→ Assignment: When every entry has been read, print each one back exactly.

→ Provided records:
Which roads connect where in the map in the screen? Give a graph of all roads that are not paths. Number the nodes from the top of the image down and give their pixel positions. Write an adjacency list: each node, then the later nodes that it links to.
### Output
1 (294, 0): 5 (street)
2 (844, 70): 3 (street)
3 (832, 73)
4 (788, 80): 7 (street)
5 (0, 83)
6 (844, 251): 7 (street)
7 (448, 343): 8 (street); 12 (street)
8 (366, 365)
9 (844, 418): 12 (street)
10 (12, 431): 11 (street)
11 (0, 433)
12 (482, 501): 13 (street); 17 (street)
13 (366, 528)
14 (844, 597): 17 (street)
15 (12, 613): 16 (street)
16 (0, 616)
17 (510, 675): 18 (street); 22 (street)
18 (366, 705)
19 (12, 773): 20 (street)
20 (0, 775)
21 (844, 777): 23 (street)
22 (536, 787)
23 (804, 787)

→ Output:
Which roads connect where in the map in the screen? Give a graph of all roads that are not paths. Number the nodes from the top of the image down and give their pixel positions. Write an adjacency list: each node, then the later nodes that it links to.
### Output
1 (294, 0): 5 (street)
2 (844, 70): 3 (street)
3 (832, 73)
4 (788, 80): 7 (street)
5 (0, 83)
6 (844, 251): 7 (street)
7 (448, 343): 8 (street); 12 (street)
8 (366, 365)
9 (844, 418): 12 (street)
10 (12, 431): 11 (street)
11 (0, 433)
12 (482, 501): 13 (street); 17 (street)
13 (366, 528)
14 (844, 597): 17 (street)
15 (12, 613): 16 (street)
16 (0, 616)
17 (510, 675): 18 (street); 22 (street)
18 (366, 705)
19 (12, 773): 20 (street)
20 (0, 775)
21 (844, 777): 23 (street)
22 (536, 787)
23 (804, 787)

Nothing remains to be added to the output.